Exercise goal —
Within the records below, find each line with the word "Martin" and copy it out.

The data —
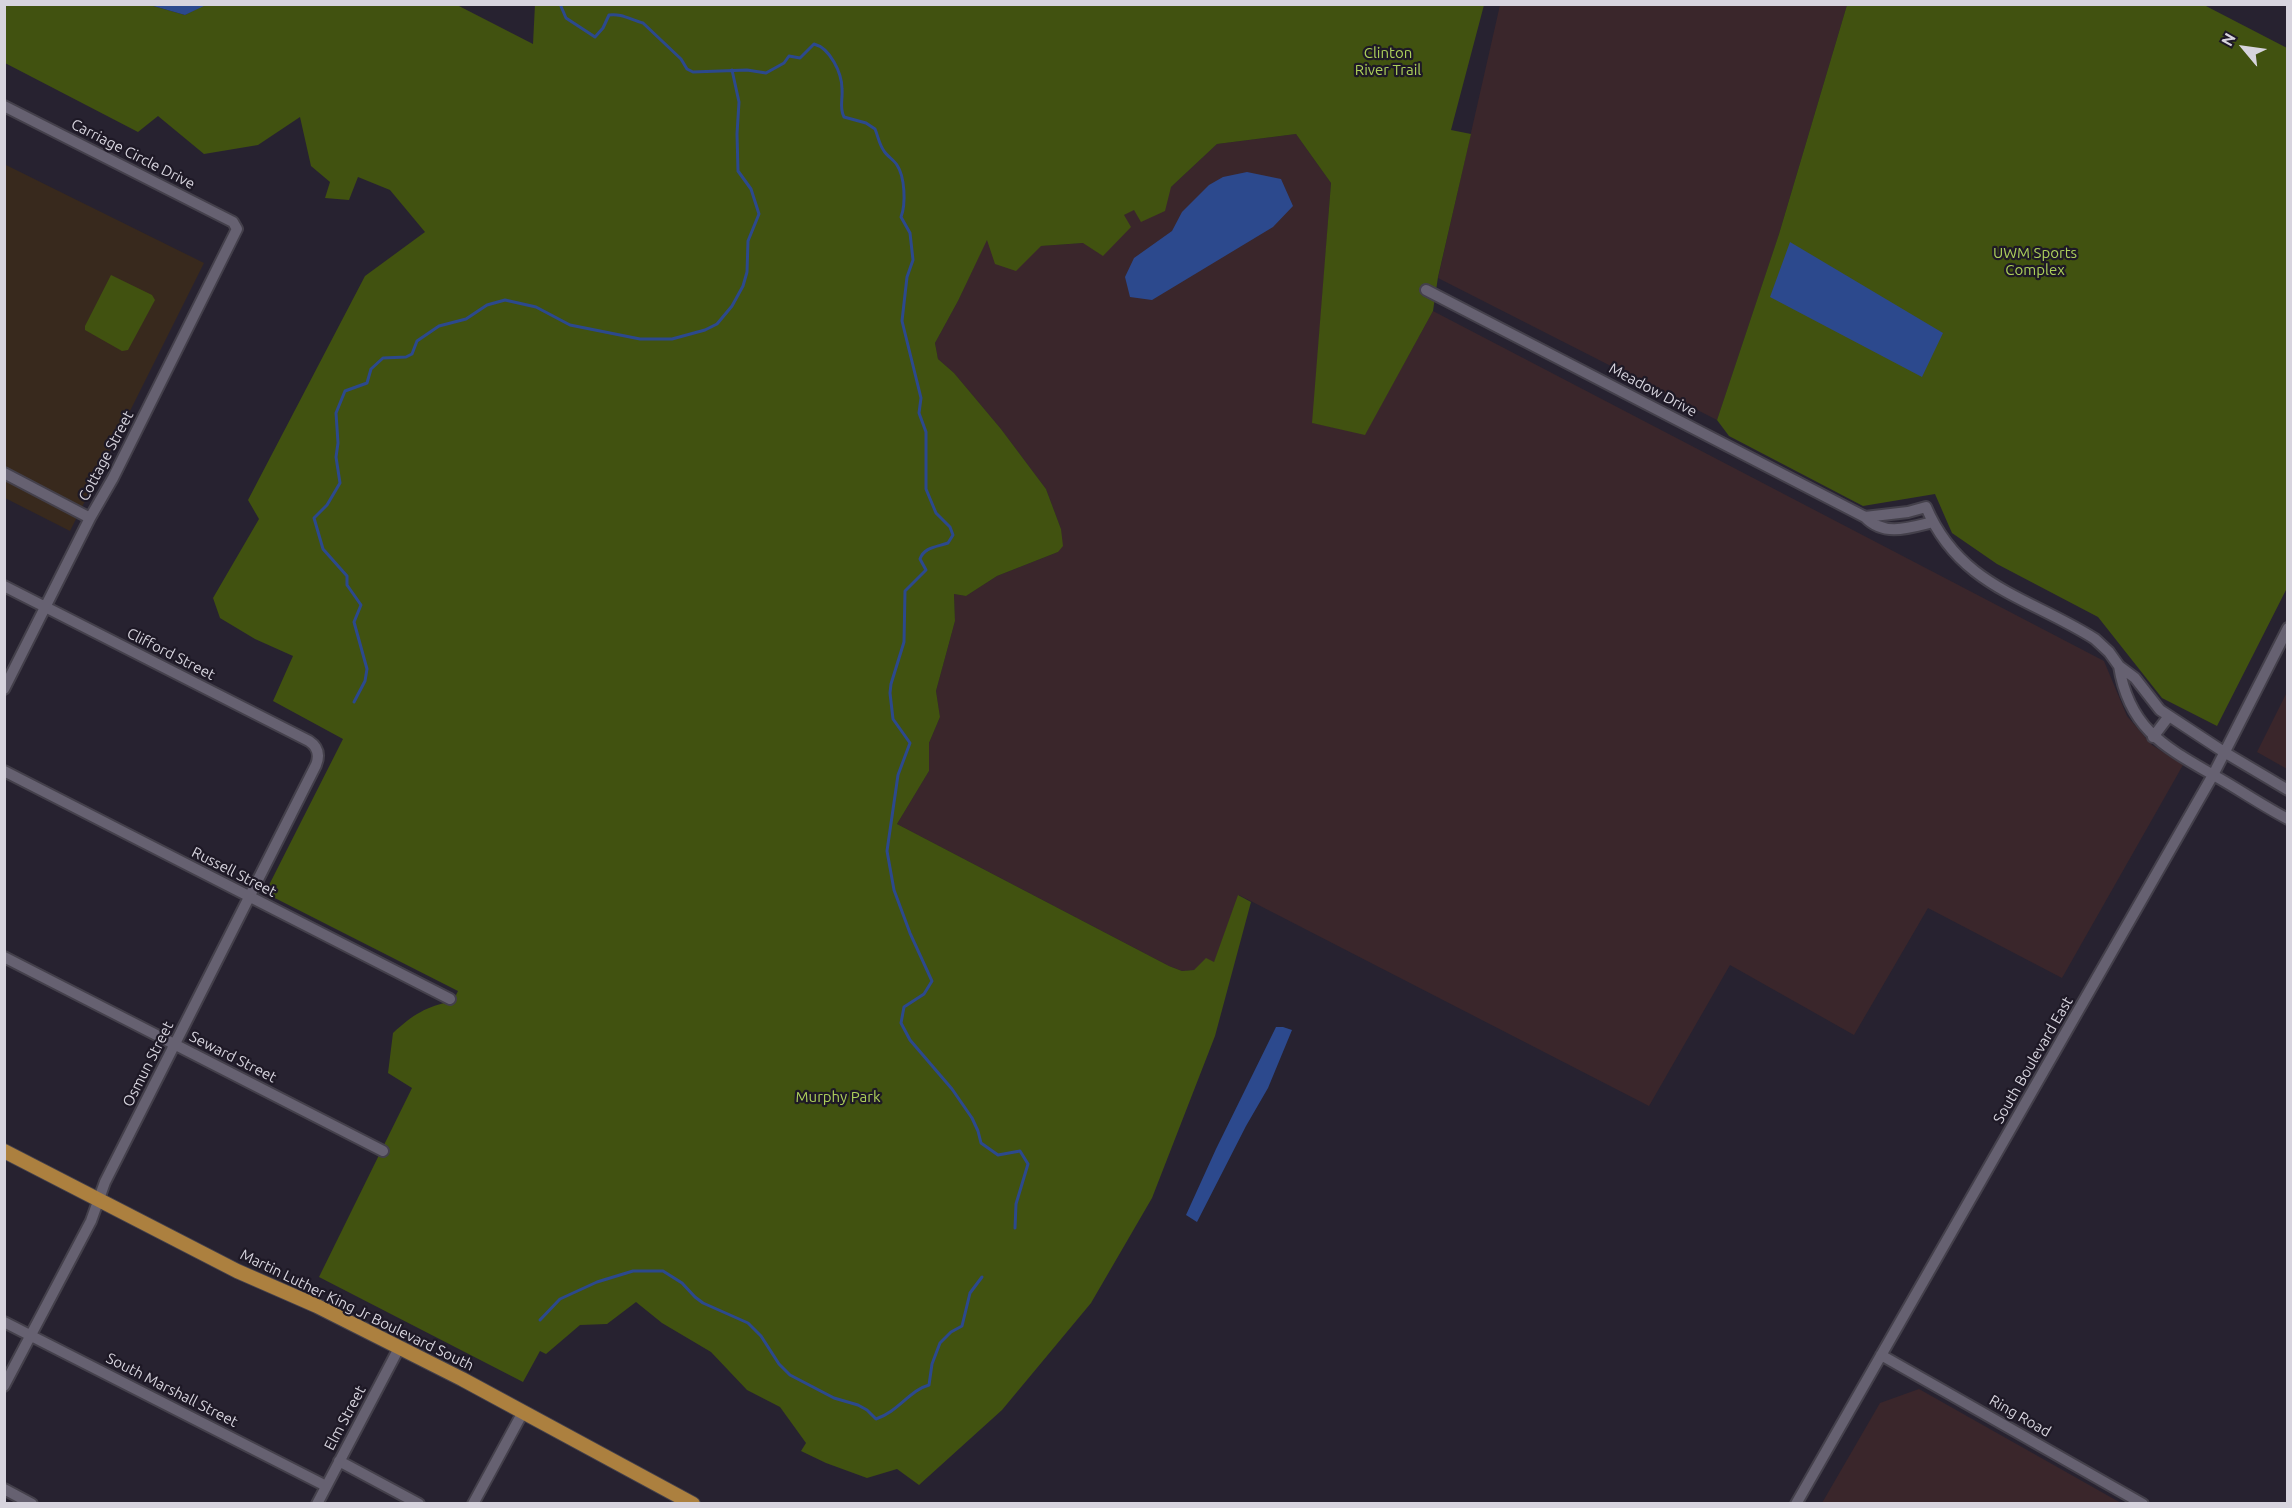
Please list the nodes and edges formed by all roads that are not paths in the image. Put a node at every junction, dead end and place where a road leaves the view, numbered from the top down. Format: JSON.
{"nodes":[{"id":1,"x":4,"y":106,"type":"edge"},
{"id":2,"x":235,"y":237,"type":"joint"},
{"id":3,"x":1426,"y":290,"type":"dead end"},
{"id":4,"x":4,"y":473,"type":"edge"},
{"id":5,"x":1865,"y":517,"type":"junction"},
{"id":6,"x":90,"y":518,"type":"junction"},
{"id":7,"x":1933,"y":522,"type":"junction"},
{"id":8,"x":4,"y":586,"type":"edge"},
{"id":9,"x":46,"y":607,"type":"junction"},
{"id":10,"x":2288,"y":628,"type":"edge"},
{"id":11,"x":2120,"y":666,"type":"junction"},
{"id":12,"x":4,"y":689,"type":"edge"},
{"id":13,"x":2169,"y":716,"type":"junction"},
{"id":14,"x":2153,"y":737,"type":"junction"},
{"id":15,"x":2224,"y":752,"type":"junction"},
{"id":16,"x":319,"y":755,"type":"joint"},
{"id":17,"x":4,"y":771,"type":"edge"},
{"id":18,"x":2213,"y":775,"type":"junction"},
{"id":19,"x":2288,"y":790,"type":"edge"},
{"id":20,"x":2286,"y":814,"type":"edge"},
{"id":21,"x":249,"y":896,"type":"junction"},
{"id":22,"x":4,"y":957,"type":"edge"},
{"id":23,"x":450,"y":999,"type":"dead end"},
{"id":24,"x":174,"y":1044,"type":"junction"},
{"id":25,"x":4,"y":1151,"type":"edge"},
{"id":26,"x":383,"y":1151,"type":"dead end"},
{"id":27,"x":99,"y":1199,"type":"junction"},
{"id":28,"x":4,"y":1322,"type":"edge"},
{"id":29,"x":31,"y":1335,"type":"junction"},
{"id":30,"x":399,"y":1347,"type":"junction"},
{"id":31,"x":1881,"y":1355,"type":"junction"},
{"id":32,"x":4,"y":1386,"type":"edge"},
{"id":33,"x":523,"y":1412,"type":"junction"},
{"id":34,"x":339,"y":1461,"type":"junction"},
{"id":35,"x":326,"y":1486,"type":"junction"},
{"id":36,"x":4,"y":1490,"type":"edge"},
{"id":37,"x":32,"y":1503,"type":"edge"},
{"id":38,"x":316,"y":1503,"type":"edge"},
{"id":39,"x":418,"y":1503,"type":"edge"},
{"id":40,"x":473,"y":1503,"type":"edge"},
{"id":41,"x":693,"y":1503,"type":"edge"},
{"id":42,"x":1796,"y":1503,"type":"edge"},
{"id":43,"x":2143,"y":1503,"type":"edge"}],
"edges":[{"from":1,"to":2,"type":"street","name":"Carriage Circle Drive"},
{"from":2,"to":6,"type":"street","name":"Cottage Street"},
{"from":3,"to":5,"type":"street","name":"Meadow Drive"},
{"from":4,"to":6,"type":"street"},
{"from":5,"to":7,"type":"street","name":"Meadow Drive"},
{"from":5,"to":7,"type":"street"},
{"from":6,"to":9,"type":"street","name":"Cottage Street"},
{"from":7,"to":11,"type":"street"},
{"from":8,"to":9,"type":"street","name":"Clifford Street"},
{"from":9,"to":12,"type":"street","name":"Cottage Street"},
{"from":9,"to":16,"type":"street","name":"Clifford Street"},
{"from":10,"to":15,"type":"street","name":"South Boulevard East"},
{"from":11,"to":13,"type":"street"},
{"from":11,"to":14,"type":"street"},
{"from":13,"to":14,"type":"street"},
{"from":13,"to":15,"type":"street"},
{"from":14,"to":18,"type":"street"},
{"from":15,"to":18,"type":"street","name":"South Boulevard East"},
{"from":15,"to":19,"type":"street"},
{"from":16,"to":21,"type":"street","name":"Osmun Street"},
{"from":17,"to":21,"type":"street","name":"Russell Street"},
{"from":18,"to":20,"type":"street"},
{"from":18,"to":31,"type":"street","name":"South Boulevard East"},
{"from":21,"to":23,"type":"street","name":"Russell Street"},
{"from":21,"to":24,"type":"street","name":"Osmun Street"},
{"from":22,"to":24,"type":"street","name":"Seward Street"},
{"from":24,"to":26,"type":"street","name":"Seward Street"},
{"from":24,"to":27,"type":"street","name":"Osmun Street"},
{"from":25,"to":27,"type":"main road","name":"Martin Luther King Jr Boulevard South"},
{"from":27,"to":29,"type":"street","name":"Osmun Street"},
{"from":27,"to":30,"type":"main road","name":"Martin Luther King Jr Boulevard South"},
{"from":28,"to":29,"type":"street","name":"South Marshall Street"},
{"from":29,"to":32,"type":"street","name":"Osmun Street"},
{"from":29,"to":35,"type":"street","name":"South Marshall Street"},
{"from":30,"to":33,"type":"main road","name":"Martin Luther King Jr Boulevard South"},
{"from":30,"to":34,"type":"street","name":"Elm Street"},
{"from":31,"to":42,"type":"street","name":"South Boulevard East"},
{"from":31,"to":43,"type":"street","name":"Ring Road"},
{"from":33,"to":40,"type":"street"},
{"from":33,"to":41,"type":"main road","name":"Martin Luther King Jr Boulevard South"},
{"from":34,"to":35,"type":"street","name":"Elm Street"},
{"from":34,"to":39,"type":"street"},
{"from":35,"to":38,"type":"street","name":"Elm Street"},
{"from":36,"to":37,"type":"street"}]}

Final answer —
{"from":25,"to":27,"type":"main road","name":"Martin Luther King Jr Boulevard South"},
{"from":27,"to":30,"type":"main road","name":"Martin Luther King Jr Boulevard South"},
{"from":30,"to":33,"type":"main road","name":"Martin Luther King Jr Boulevard South"},
{"from":33,"to":41,"type":"main road","name":"Martin Luther King Jr Boulevard South"},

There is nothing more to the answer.